Content starts

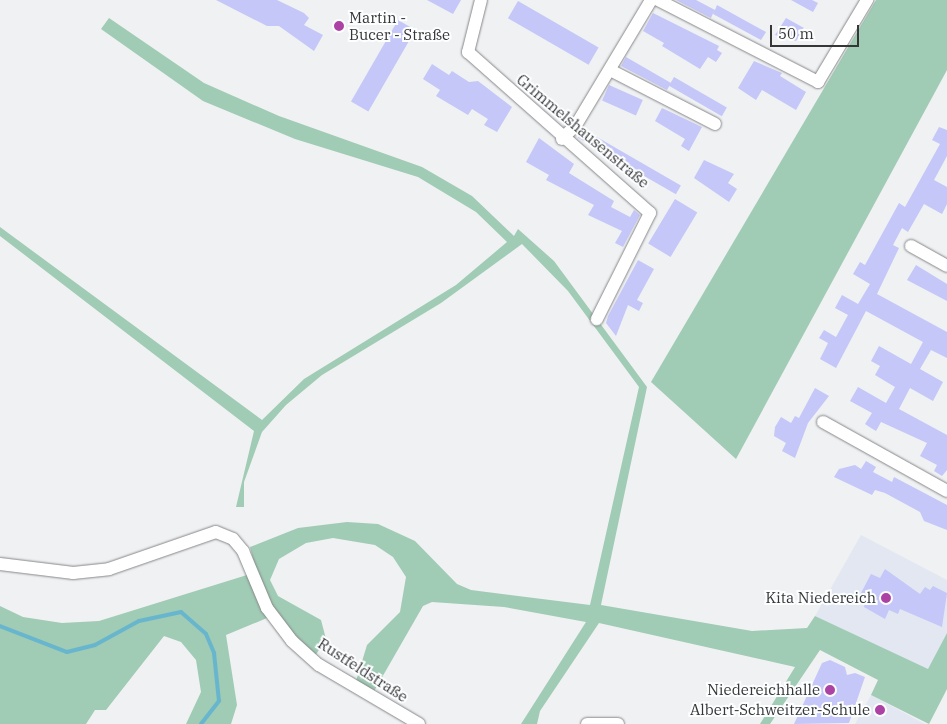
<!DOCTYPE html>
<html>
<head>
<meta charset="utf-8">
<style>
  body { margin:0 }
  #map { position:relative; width:947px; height:724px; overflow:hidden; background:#f0f1f3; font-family:"IBM Plex Serif",serif }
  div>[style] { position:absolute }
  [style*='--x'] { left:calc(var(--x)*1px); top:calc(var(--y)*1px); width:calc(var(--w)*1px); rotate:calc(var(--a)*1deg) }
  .built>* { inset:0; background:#e3e7f1 }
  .green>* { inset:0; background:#a0cbb4 }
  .stream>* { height:4px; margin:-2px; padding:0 2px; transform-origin:2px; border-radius:2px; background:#68b6cd }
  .building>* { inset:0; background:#c4c7f7; transform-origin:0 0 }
  .roads { filter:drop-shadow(0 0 1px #868789) drop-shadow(0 0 1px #868789) }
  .street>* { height:12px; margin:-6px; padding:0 6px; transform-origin:6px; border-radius:6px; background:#fff }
  .dots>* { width:14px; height:14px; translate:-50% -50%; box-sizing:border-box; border:2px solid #fdfeff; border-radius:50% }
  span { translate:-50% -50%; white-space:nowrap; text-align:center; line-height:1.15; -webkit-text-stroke:4px #fdfeff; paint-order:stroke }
  .poi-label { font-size:15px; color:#363637 }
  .left { translate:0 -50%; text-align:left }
  .right { translate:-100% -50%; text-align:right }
  .street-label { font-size:15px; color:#363637 }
  .scale { position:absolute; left:770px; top:25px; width:89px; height:22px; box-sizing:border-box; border:2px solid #363637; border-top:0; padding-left:6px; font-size:15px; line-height:18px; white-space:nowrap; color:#363637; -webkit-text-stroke:4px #fdfeff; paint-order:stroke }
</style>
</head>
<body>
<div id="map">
  <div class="built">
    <i style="clip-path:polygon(861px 535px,947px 580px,947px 633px,928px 670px,815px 616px)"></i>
    <i style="clip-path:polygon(871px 695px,925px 724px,855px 724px)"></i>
  </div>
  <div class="green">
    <i style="clip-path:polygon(876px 0,947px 0,947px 70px,736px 459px,651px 382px)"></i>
    <i style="clip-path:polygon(109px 18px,204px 83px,279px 116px,422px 167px,472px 196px,514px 236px,518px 229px,554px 261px,647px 387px,601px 605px,752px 631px,807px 628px,815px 616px,928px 669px,947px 633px,947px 689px,929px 724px,871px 695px,878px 680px,820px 650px,770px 724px,760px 724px,795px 667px,599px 623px,540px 711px,537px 724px,521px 724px,586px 622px,504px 607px,432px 602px,423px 606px,373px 693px,356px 681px,367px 645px,400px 612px,406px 577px,393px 557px,375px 545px,333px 538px,306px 543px,279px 559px,270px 580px,278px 596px,321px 620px,326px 639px,315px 656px,285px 629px,258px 579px,250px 547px,298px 528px,347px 522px,378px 524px,415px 541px,457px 584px,471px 590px,590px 605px,639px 387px,568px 291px,522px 244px,441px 303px,322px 375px,286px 405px,262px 432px,244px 482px,244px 507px,236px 507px,254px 431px,0 236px,0 227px,262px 420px,304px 379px,456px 285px,507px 242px,476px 212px,418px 177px,295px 139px,203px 101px,101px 29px)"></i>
    <i style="clip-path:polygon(247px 575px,267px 618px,226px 635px,237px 705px,231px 724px,186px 724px,201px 692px,196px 660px,181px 642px,164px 636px,106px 710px,95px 710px,86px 724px,0 724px,0 606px,23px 617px,62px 623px,99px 621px)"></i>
  </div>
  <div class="stream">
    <i style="--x:0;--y:626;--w:72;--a:21.2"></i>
    <i style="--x:67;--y:652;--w:29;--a:-14"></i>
    <i style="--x:95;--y:645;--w:50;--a:-28.6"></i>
    <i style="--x:139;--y:621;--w:43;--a:-12.1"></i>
    <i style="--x:181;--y:612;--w:33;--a:41"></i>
    <i style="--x:206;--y:634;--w:21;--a:67"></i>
    <i style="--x:214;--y:653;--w:48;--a:84.1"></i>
    <i style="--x:219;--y:701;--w:29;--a:128"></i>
  </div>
  <div class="building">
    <i style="clip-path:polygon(216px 0,277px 0,304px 13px,309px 18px,304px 25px,323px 35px,314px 51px,279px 26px,267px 26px)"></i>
    <i style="clip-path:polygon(427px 0,461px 0,453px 14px)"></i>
    <i style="clip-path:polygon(676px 0,696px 0,715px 10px,717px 5px,766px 32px,761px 40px,713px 14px,714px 11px,711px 18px)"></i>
    <i style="clip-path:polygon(791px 0,812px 0,818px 3px,813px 12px)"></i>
    <i style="left:518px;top:1px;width:93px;height:20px;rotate:30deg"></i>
    <i style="clip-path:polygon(653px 13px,719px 46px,717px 50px,722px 53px,716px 62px,708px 57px,700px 69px,662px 46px,664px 43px,643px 31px)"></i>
    <i style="clip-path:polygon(786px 18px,804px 28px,796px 41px,775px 35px)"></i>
    <i style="left:398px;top:20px;width:20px;height:94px;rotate:30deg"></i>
    <i style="clip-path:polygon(626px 57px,671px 83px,667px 90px,621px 66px)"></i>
    <i style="clip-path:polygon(754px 61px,782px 73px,780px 76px,806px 92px,796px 110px,762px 90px,756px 100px,738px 88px)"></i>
    <i style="clip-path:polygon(432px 64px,449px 75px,452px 71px,469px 82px,478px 81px,512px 107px,497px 132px,484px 125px,488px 119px,472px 109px,468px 115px,436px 96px,440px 90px,423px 79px)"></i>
    <i style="left:674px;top:77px;width:61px;height:10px;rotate:30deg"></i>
    <i style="left:609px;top:85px;width:37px;height:17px;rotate:24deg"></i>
    <i style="clip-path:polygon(662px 108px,702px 127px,689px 151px,681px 146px,685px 139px,655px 121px)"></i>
    <i style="clip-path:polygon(939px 127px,947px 130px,947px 156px,934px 180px,947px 187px,947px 204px,942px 214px,924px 204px,908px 232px,902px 228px,893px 245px,899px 248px,877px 294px,947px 332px,947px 358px,931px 350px,920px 369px,943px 382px,933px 401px,910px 388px,899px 409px,947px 435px,947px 470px,942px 476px,934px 471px,937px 465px,920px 456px,927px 443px,881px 422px,876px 431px,871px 428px,865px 424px,872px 413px,850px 401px,858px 387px,886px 403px,895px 387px,875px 375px,880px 366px,871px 361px,879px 346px,911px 364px,923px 342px,866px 311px,836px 368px,820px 359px,828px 343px,819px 338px,824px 330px,836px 337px,848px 315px,835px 308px,842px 295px,858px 304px,870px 284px,853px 274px,860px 262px,865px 265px,899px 203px,905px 207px,940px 144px,932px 140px)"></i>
    <i style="left:583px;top:129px;width:113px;height:10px;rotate:30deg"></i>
    <i style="clip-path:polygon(539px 138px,574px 164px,569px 173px,614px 201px,611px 207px,630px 217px,634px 210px,640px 215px,623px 247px,615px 243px,622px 231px,588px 215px,594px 205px,546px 180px,549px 175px,526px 162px)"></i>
    <i style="clip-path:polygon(704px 160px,734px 174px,728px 183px,737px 189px,729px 202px,694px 178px)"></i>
    <i style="left:675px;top:199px;width:26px;height:52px;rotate:31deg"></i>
    <i style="clip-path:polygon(638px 260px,654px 269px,637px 300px,643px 303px,639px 311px,628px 305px,616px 336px,606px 323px,608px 316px)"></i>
    <i style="clip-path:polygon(916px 265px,947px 284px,947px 301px,907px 280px)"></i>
    <i style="clip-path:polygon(815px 388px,829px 396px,808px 423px,795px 458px,782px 451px,786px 443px,774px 436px,775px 427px,781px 417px,791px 423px,795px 416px,799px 418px)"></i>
    <i style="clip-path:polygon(866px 461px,876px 467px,873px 472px,892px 482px,894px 477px,947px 505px,947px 530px,924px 521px,920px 512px,885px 493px,875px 490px,872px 495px,834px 477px,839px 469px,855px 465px,861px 469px)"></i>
    <i style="clip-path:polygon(885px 569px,920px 594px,925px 587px,930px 590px,933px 586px,947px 593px,942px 627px,900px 609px,898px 614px,889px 610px,885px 619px,864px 607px,866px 597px,861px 593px,871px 574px,880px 578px)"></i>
    <i style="clip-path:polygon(830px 660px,845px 667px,847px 675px,855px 673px,865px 677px,849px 723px,794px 724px,822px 663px)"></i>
  </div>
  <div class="roads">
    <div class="street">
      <i style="--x:481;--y:0;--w:54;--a:104"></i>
      <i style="--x:468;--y:52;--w:243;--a:41.5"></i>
      <i style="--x:650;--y:213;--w:119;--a:116.6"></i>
      <i style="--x:658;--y:0;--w:180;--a:27.1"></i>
      <i style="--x:818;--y:82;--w:96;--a:-59.1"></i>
      <i style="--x:610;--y:70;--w:118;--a:27.2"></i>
      <i style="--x:562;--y:139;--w:20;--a:-45"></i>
      <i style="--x:576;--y:125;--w:146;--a:-59"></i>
      <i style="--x:911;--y:246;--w:41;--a:29.1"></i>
      <i style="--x:823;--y:422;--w:142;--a:29.1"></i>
      <i style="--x:0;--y:564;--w:74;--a:7"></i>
      <i style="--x:73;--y:573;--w:36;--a:-6"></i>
      <i style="--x:109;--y:569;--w:113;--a:-19.1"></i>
      <i style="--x:216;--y:532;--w:18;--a:22"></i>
      <i style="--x:233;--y:539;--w:16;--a:50"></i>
      <i style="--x:243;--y:551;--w:62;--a:67.2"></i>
      <i style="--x:267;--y:608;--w:41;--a:52.9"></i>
      <i style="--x:292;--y:641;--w:36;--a:42"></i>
      <i style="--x:319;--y:665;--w:116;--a:30.5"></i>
      <i style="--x:587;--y:724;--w:31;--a:0"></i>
    </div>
  </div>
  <div class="dots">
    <i style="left:339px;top:26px;background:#ab42a4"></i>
    <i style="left:886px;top:598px;background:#ab42a4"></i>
    <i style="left:830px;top:690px;background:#ab42a4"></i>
    <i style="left:880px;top:710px;background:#ab42a4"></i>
  </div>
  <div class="poi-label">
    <span class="left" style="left:349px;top:26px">Martin -<br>Bucer - Straße</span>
    <span class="right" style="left:876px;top:598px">Kita Niedereich</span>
    <span class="right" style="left:820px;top:690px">Niedereichhalle</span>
    <span class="right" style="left:870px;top:710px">Albert-Schweitzer-Schule</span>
  </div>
  <div class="street-label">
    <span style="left:583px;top:131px;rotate:40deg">Grimmelshausenstraße</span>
    <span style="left:363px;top:670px;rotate:33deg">Rustfeldstraße</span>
  </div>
  <div class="scale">50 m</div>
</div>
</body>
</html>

Content ends

→ **HOW TO COMPLETE THIS TASK**
Tell how many lines above include "stream", and add no other text.

→ **RESPONSE**
2